"How do you cope with the same question over and over?"
Drinking.
Ha ha ha ha ha. ;)
Okay, now that I got that over with, I'd say this: I think at this age, a lot of time they are practicing conversation. (It can't be conspiracy, right? :) They ALL do it. And they get stuck on topics. My son is six and once he gets stuck on something, he can come up with about five different ways to rephrase the same subject.
I'll tell you what a wise teacher told me: ignore it. I call it 'actively ignoring' ... at this age, this is what happens:
Child thinks "I say 'isn't that the cutest caterpillar you ever saw?' and mommy will answer me." You answer the first time, the second time, then the third time. Kids kinda get stuck on success, that's why they do the same bad things we laughed at on accident over and over again. (Apparently mine was spitting out green beans repeatedly because Grandpa laughed about it once.) It extends to their interactions with their parents... she says something, you respond, it makes her feel good. And so she does it again, and again...
And it drives us crazy. Something that can help is telling her "all done talking about the caterpillar." and then refocus, but also ignore her when she repeats that question. You told her you were all done answering. You do this calmly, don't remind her too often that 'we're all done with the caterpillar"... I would try rejoining her conversation when she talks about something else.
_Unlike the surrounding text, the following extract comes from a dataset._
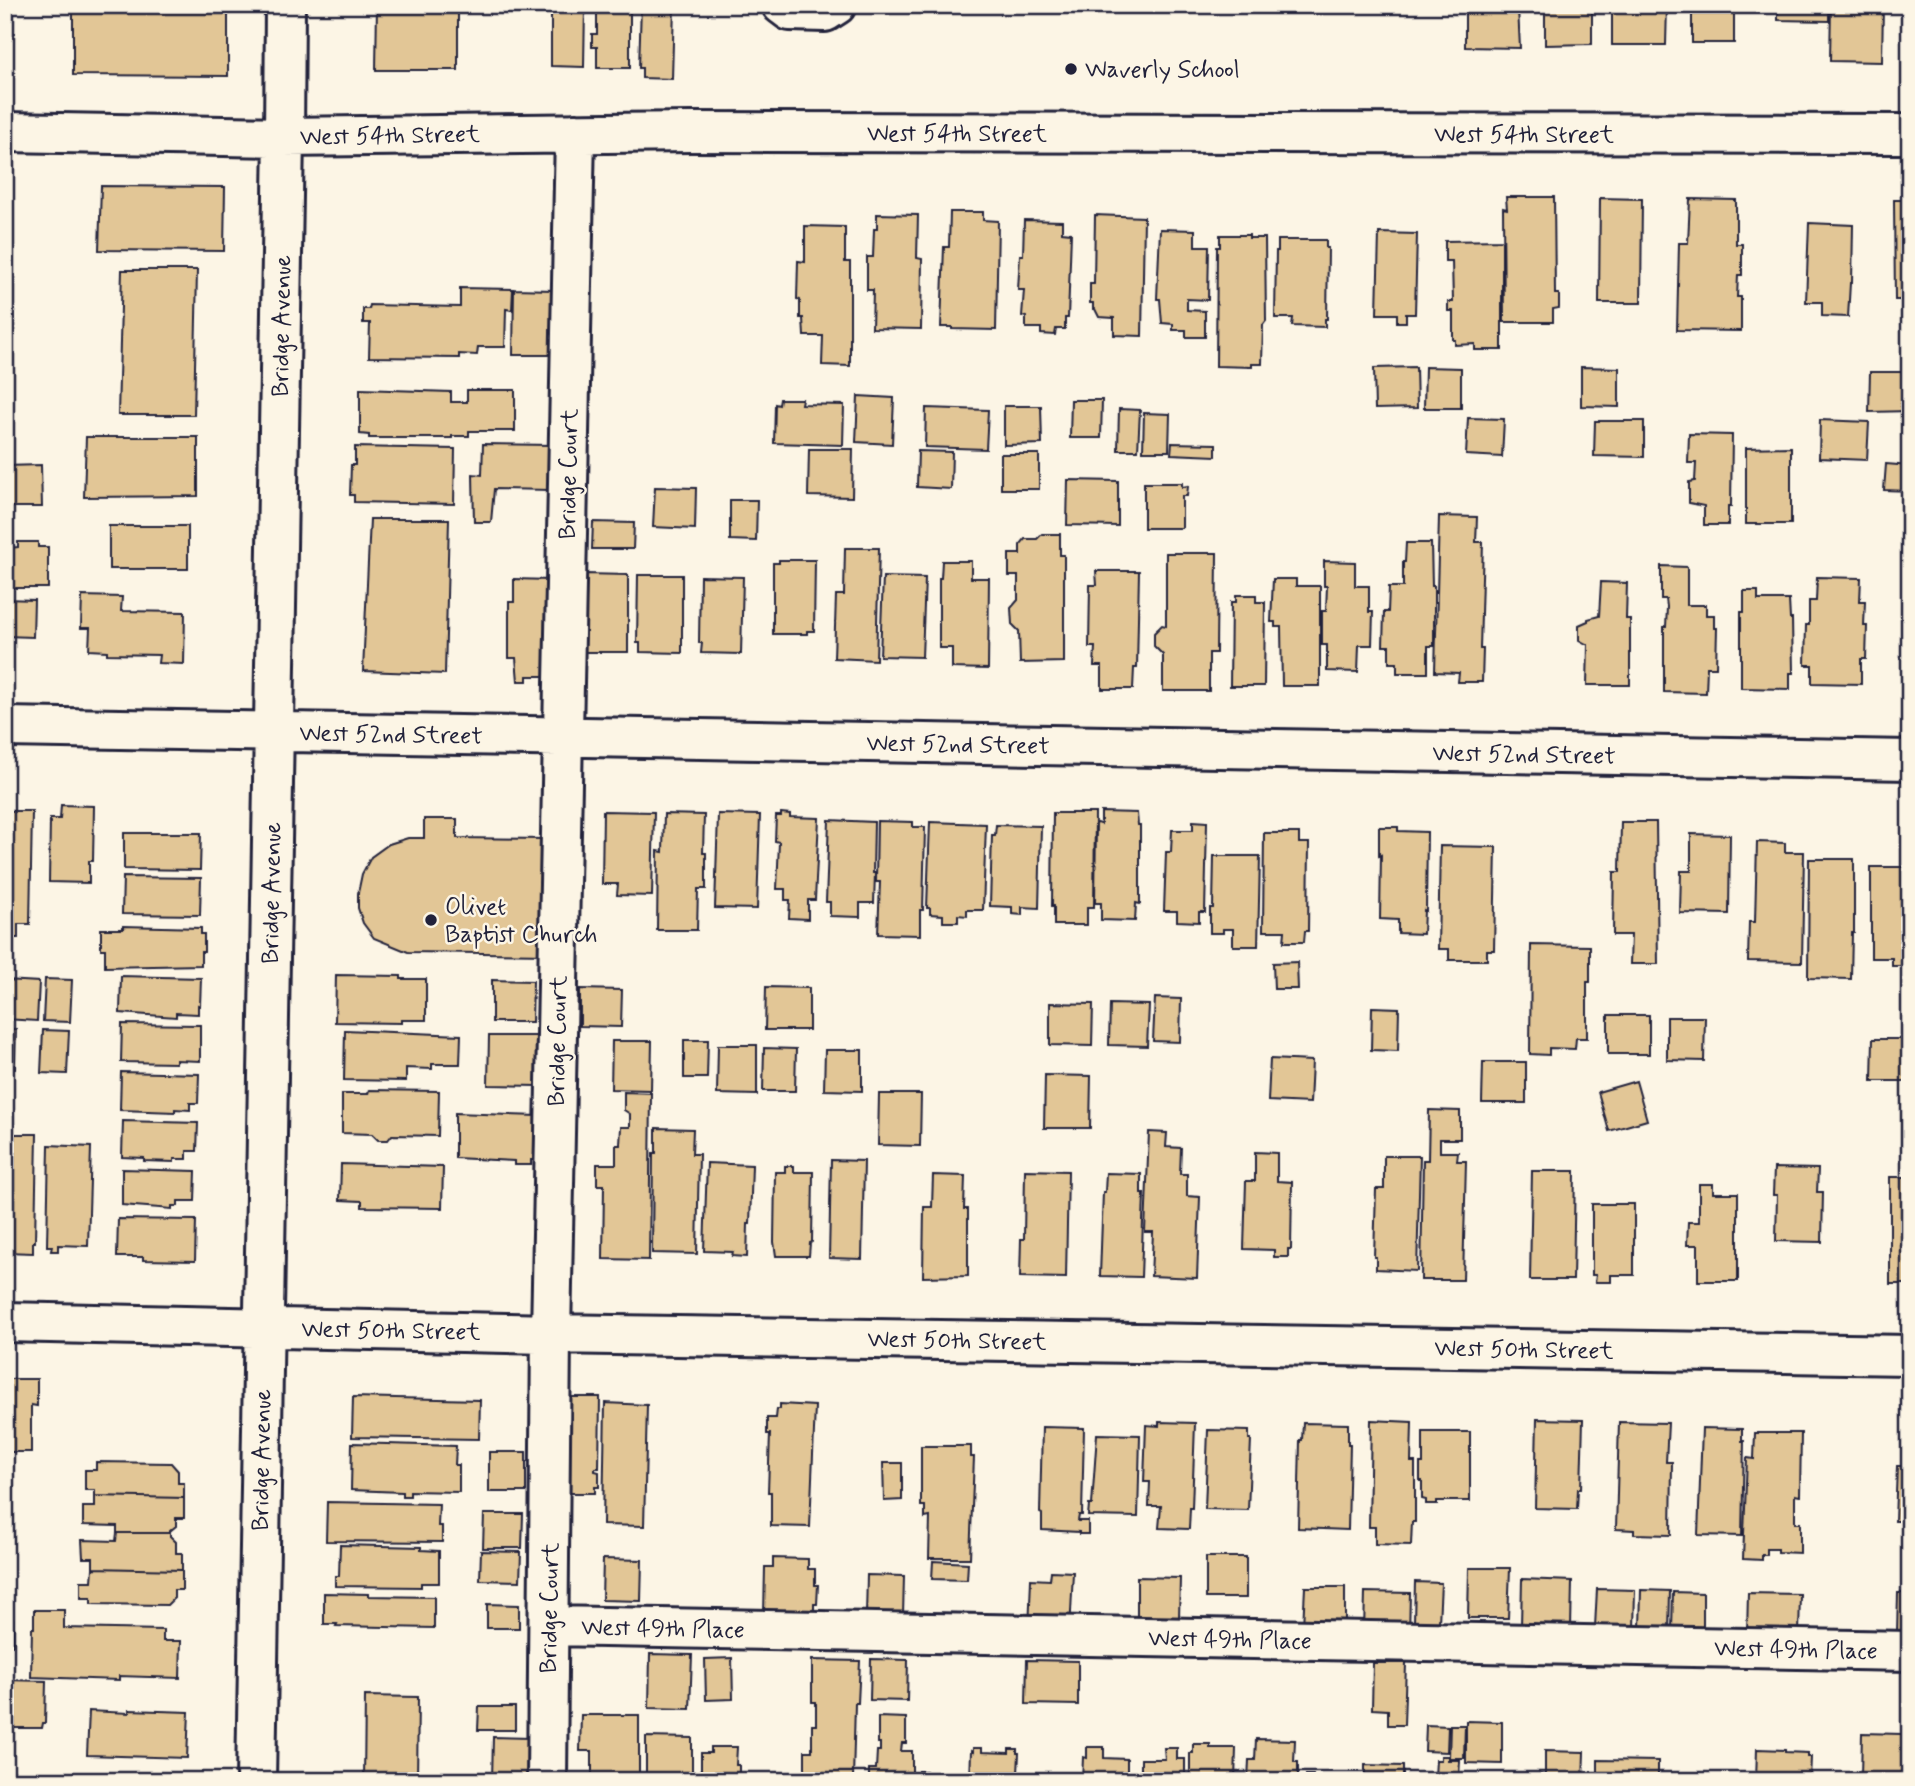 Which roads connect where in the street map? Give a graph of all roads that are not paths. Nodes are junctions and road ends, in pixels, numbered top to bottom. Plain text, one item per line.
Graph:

Remember too that when you feel like you are starting to go bonkers, it's okay to take a break. Tell her you are going potty, then go in the bathroom by yourself and lock the door or something. Seriously. Doris Day is right, by the way, in that you will be helped if you assert yourself and don't feel hectored. If my son were repeating himself over and over after I asked him to stop while we were doing a puzzle at that age, I'd likely say "I'm going to take a break and go (do a chore, usually), I'll come back later". I think it's okay for parents to physically excuse yourself if they are being nagged repeatedly with the same question over and over.